A family is raising awareness after an 8-year-old boy died after battling a flesh-eating bacteria infection that he apparently got when he cut his leg during a fall off his bicycle days earlier, according to multiple reports.
Liam Flanagan, of Pilot Rock, Oregon, died Jan. 21 in Portland, KPTV reported.
Family members told the East Oregonian that Liam wrecked while he was riding a bicycle on his family's property. His handlebar sliced through his jeans, leaving him with a wound to his thigh. KPTV reported he had to get seven stitches at a hospital in Pendleton, but that his family thought the emergency room visit would mark the end of the incident.
"It wasn't a big deal," Liam's mother, Sara Hebard, told KPTV. "It wasn't a bad one. It just needed a few stitches is all, that's it. And he was taking it like a trooper."
But, Hebard said, Liam started complaining of pain soon after the incident. Scott Hinkle, Liam's stepfather, told the East Oregonian he checked his wound to find it "purplish-red and gangrenous looking."
“We threw him in the rig and went like hell,” Hinkle said.

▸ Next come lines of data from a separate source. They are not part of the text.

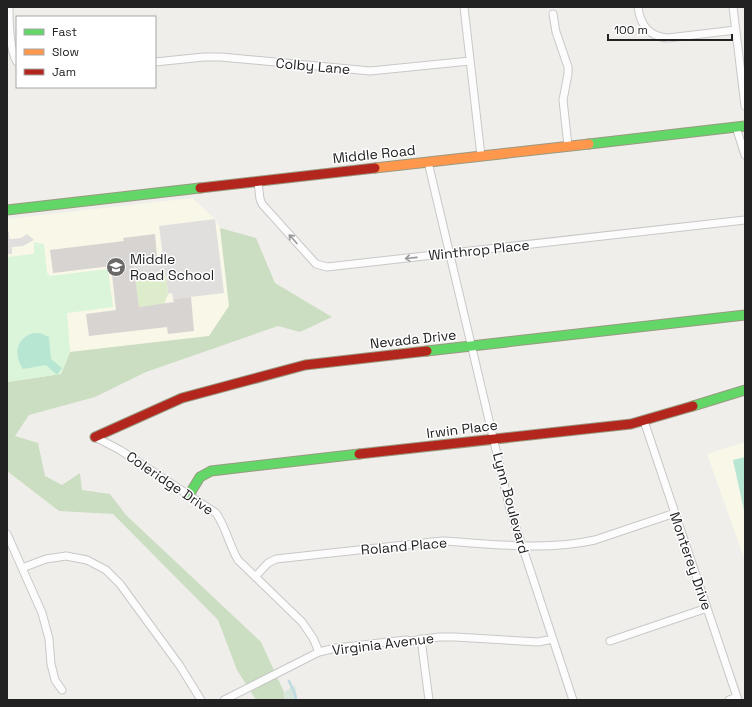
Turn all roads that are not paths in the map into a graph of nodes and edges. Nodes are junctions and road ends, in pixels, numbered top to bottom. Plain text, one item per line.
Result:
1 (9, 7) edge
2 (464, 7) edge
3 (638, 7) edge
4 (733, 7) edge
5 (553, 14) dead end
6 (736, 30) junction
7 (16, 60) edge
8 (470, 61) junction
9 (156, 62) edge
10 (745, 106) edge
11 (740, 127) edge
12 (568, 146) junction
13 (745, 155) edge
14 (481, 156) junction
15 (428, 162) junction
16 (258, 182) junction
17 (7, 210) edge
18 (745, 220) edge
19 (449, 253) junction
20 (745, 315) edge
21 (471, 346) junction
22 (745, 390) edge
23 (644, 421) junction
24 (95, 437) joint
25 (493, 439) junction
26 (189, 495) junction
27 (675, 513) junction
28 (7, 534) edge
29 (522, 546) junction
30 (22, 568) junction
31 (256, 576) junction
32 (707, 608) junction
33 (421, 639) junction
34 (553, 639) junction
35 (610, 641) dead end
36 (319, 652) junction
37 (62, 690) dead end
38 (738, 699) edge
39 (201, 700) edge
40 (224, 700) edge
41 (429, 700) edge
42 (573, 700) edge
43 (729, 700) edge

1 - 7 street
2 - 8 street
3 - 6 street
4 - 6 street
5 - 12 street
6 - 10 street
8 - 9 street, Colby Lane
8 - 14 street
11 - 12 street, Middle Road
11 - 13 street
12 - 14 street, Middle Road
14 - 15 street, Middle Road
15 - 16 street, Middle Road
15 - 19 street, Lynn Boulevard
16 - 17 street, Middle Road
19 -> 16 street, Winthrop Place
18 - 19 street, Winthrop Place
19 - 21 street, Lynn Boulevard
20 - 21 street, Nevada Drive
21 - 24 street, Nevada Drive
21 - 25 street, Lynn Boulevard
22 - 23 street, Irwin Place
23 - 25 street, Irwin Place
23 - 27 street, Monterey Drive
24 - 26 street, Coleridge Drive
25 - 26 street, Irwin Place
25 - 29 street, Lynn Boulevard
26 - 31 street, Coleridge Drive
27 - 29 street, Roland Place
27 - 32 street, Monterey Drive
28 - 30 street
29 - 31 street, Roland Place
29 - 34 street, Lynn Boulevard
30 - 37 street
30 - 39 street
31 - 36 street, Coleridge Drive
32 - 35 street
32 - 38 street, Monterey Drive
33 - 34 street, Virginia Avenue
33 - 36 street, Virginia Avenue
33 - 41 street
34 - 42 street, Lynn Boulevard
36 - 40 street, Virginia Avenue
38 - 43 street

Oregon 8-year-old dies from flesh-eating bacteria https://t.co/Rgy8a4FHzI pic.twitter.com/739zrjGVmd— FOX 12 Oregon KPTV (@fox12oregon) January 24, 2018
Family members took Liam back to the Pendleton hospital, where he underwent emergency surgery. Doctors determined that Liam had necrotizing fasciitis, meaning his soft tissue was being attacked by flesh-eating bacteria, likely as a result of the bacteria getting into his wound from the soil during his bike crash, the East Oregonian reported. According to the Centers for Disease Control and Prevention, necrotizing fasciitis is a rare, quick-moving bacterial skin infection that kill's a person's soft tissue.
Liam was taken by air to Doernbecher Children's Hospital in Portland on Jan. 18, where surgeons continued to try to cut away infected tissue that spread from his arm to his armpit, according to KPTV and the East Oregonian.

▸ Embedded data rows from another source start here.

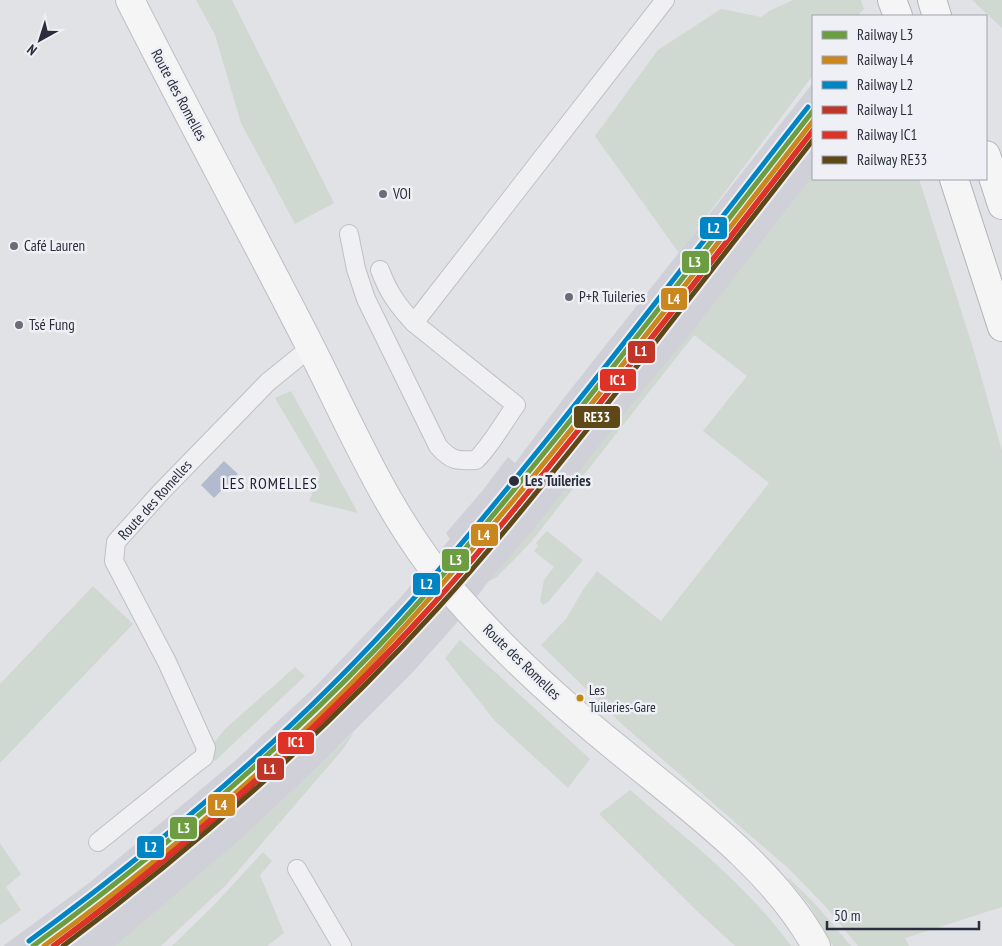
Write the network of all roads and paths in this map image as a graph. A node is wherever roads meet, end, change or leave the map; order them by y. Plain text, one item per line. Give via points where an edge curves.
1 (130, 0) edge
2 (665, 0) edge
3 (892, 0) edge
4 (932, 0) edge
5 (898, 15) edge
6 (938, 15) edge
7 (987, 158) edge
8 (954, 180) edge
9 (1002, 205) edge
10 (349, 234) dead end
11 (380, 270) dead end
12 (414, 324) junction
13 (1002, 327) edge
14 (312, 349) junction
15 (98, 842) dead end
16 (297, 869) dead end
17 (342, 946) edge
18 (816, 946) edge

1 - 14 main road, Route des Romelles
2 - 12 street
3 - 5 main road
4 - 6 main road
7 - 9 main road
8 - 13 main road
10 - 12 street via 366,299 438,446 448,457 476,460 488,449 516,405
11 - 12 street via 387,289
14 - 15 street, Route des Romelles via 268,382 116,542 114,560 167,662 206,748 204,756 191,768
14 - 18 main road, Route des Romelles via 385,496 440,578 552,692 758,869 787,900
16 - 17 street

"Almost his whole right side was gone," Heberd told the East Oregonian. "They kept cutting and hoping. Cutting and hoping."
Liam’s health continued to worsen, even as he tried to keep his family and friends upbeat.
"He was so strong and so brave," Hebard told the East Oregonian. "He told (his friends), 'It's just going to be a couple of days and I'll be coming home.'"
He was taken to Randall Children’s Hospital on Jan. 21 to allow another team to treat him, but he died that night, the newspaper reported.
“He was a bright ray of sunshine,” Hebard told the newspaper. “He loved everyone and everyone loved him. He was one of those people who would walk into a room and would draw everyone.”
The family shared its story in hopes of preventing similar tragedies for others.
"Hug your children tight because you never know how quickly it goes," Hebard told KPTV. "Pay attention to them and don't just take for granted (that) it could just be a simple accident. … I had never even heard of this before."
Family members started a GoFundMe campaign to help pay for Liam's medical expenses. By Tuesday, it had raised more than $43,000 of its $100,000 goal.